I come from a RoR background while using GitHub. I am now working on C#/ASP.NET in VS2010. I have a subversion repo set up at a client site waiting to be used. What client tool do you recommend using with subversion? Command Line (which I like), TortoiseSVN, etc.

+8  A: 

TortoiseSVN has served me well for years. If you want Visual Studio integration, use AnkhSVN

Babak Naffas
Will he need something like SilkSVN underneath his Tortoise? (Heh, sounds like inquiring if the dog needs to have newspapers beneath him)
rlb.usa
@rlb.usa, not necessarily. As per the initial question, there's already a repository set up. SilkSVN us simple a hosting service. For a hosted solution, I prefer http://www.projectlocker.com/; their free service offer more (Trac integration, more users, more storage).
Babak Naffas
A: 

TortoiseSVN is probably the most used.

If you want Visual Studio integration, you could try AnkhSVN (Open Source) or VisualSVN (commercial, not free).
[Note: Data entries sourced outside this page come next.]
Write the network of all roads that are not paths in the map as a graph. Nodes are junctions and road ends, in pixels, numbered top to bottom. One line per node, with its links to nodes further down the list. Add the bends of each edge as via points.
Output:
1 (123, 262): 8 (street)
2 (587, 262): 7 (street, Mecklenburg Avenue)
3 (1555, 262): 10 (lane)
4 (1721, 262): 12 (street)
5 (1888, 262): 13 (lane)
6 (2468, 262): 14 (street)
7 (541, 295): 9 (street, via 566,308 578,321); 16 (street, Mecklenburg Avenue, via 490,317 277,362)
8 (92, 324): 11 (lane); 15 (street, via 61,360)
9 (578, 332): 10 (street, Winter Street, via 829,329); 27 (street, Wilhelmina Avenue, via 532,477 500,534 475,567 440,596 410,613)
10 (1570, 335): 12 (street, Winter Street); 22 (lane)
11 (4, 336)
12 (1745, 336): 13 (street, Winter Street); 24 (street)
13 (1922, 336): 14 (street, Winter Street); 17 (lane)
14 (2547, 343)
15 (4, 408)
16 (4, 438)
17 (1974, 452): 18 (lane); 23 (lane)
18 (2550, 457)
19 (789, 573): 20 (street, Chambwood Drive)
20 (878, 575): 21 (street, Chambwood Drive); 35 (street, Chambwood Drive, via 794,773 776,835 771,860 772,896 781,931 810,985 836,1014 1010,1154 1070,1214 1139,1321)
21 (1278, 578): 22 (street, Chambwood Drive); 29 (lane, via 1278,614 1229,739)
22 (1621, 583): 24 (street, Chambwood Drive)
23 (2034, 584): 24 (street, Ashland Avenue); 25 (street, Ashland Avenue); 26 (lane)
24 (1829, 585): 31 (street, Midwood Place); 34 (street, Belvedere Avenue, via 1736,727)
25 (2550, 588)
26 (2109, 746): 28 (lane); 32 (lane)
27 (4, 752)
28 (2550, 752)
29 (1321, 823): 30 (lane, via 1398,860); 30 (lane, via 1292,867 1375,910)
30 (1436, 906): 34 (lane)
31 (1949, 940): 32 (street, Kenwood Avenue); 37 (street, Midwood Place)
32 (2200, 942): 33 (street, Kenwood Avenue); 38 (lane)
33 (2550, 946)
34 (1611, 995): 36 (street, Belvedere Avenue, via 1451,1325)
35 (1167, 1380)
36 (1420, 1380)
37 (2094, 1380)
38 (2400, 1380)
Disclaimer: I'm not an Subversion expert (I use Mercurial), but I think these are the ones you hear most about.

haarrrgh
A: 

I use 2.

AnkhSVN for my Visual Studio projects.

TortoiseSVN for items I don't put into Visual Studio such as image files

Ed B
A: 

Tortoise SVN + VisualSVN (free for open source work). Tortoise SVN has come a long way. Its integrated as a shell extension into the file system, so you dont need VisualSVN if you dont need to access SVN from inside VS.

James Westgate
A: 

AxoSoft currently has a great integration product for Visual Studio called RocketSVN, that is currently free (I believe it is a beta). I've been using it for a couple of months now. Nice thing is it only tracks the items in your solution explorer. (vs. Tortoise, which I love, which wants to check in everything, e.g. compiled files in your bin folder, test results, etc.)

I've tried AnkhSVN, this is much better IMHO.

http://www.axosoft.com/rocketsvn

Mike Strother
One of RocketSVN's bullet points on the link is "No more messy svn:ignore patterns". But, without those svn:ignore patterns it would seem that you are effectively limited to RocketSVN as your only client (since other clients do not have RocketSVN's built-in ignore list). This seems somewhat limiting. Is it?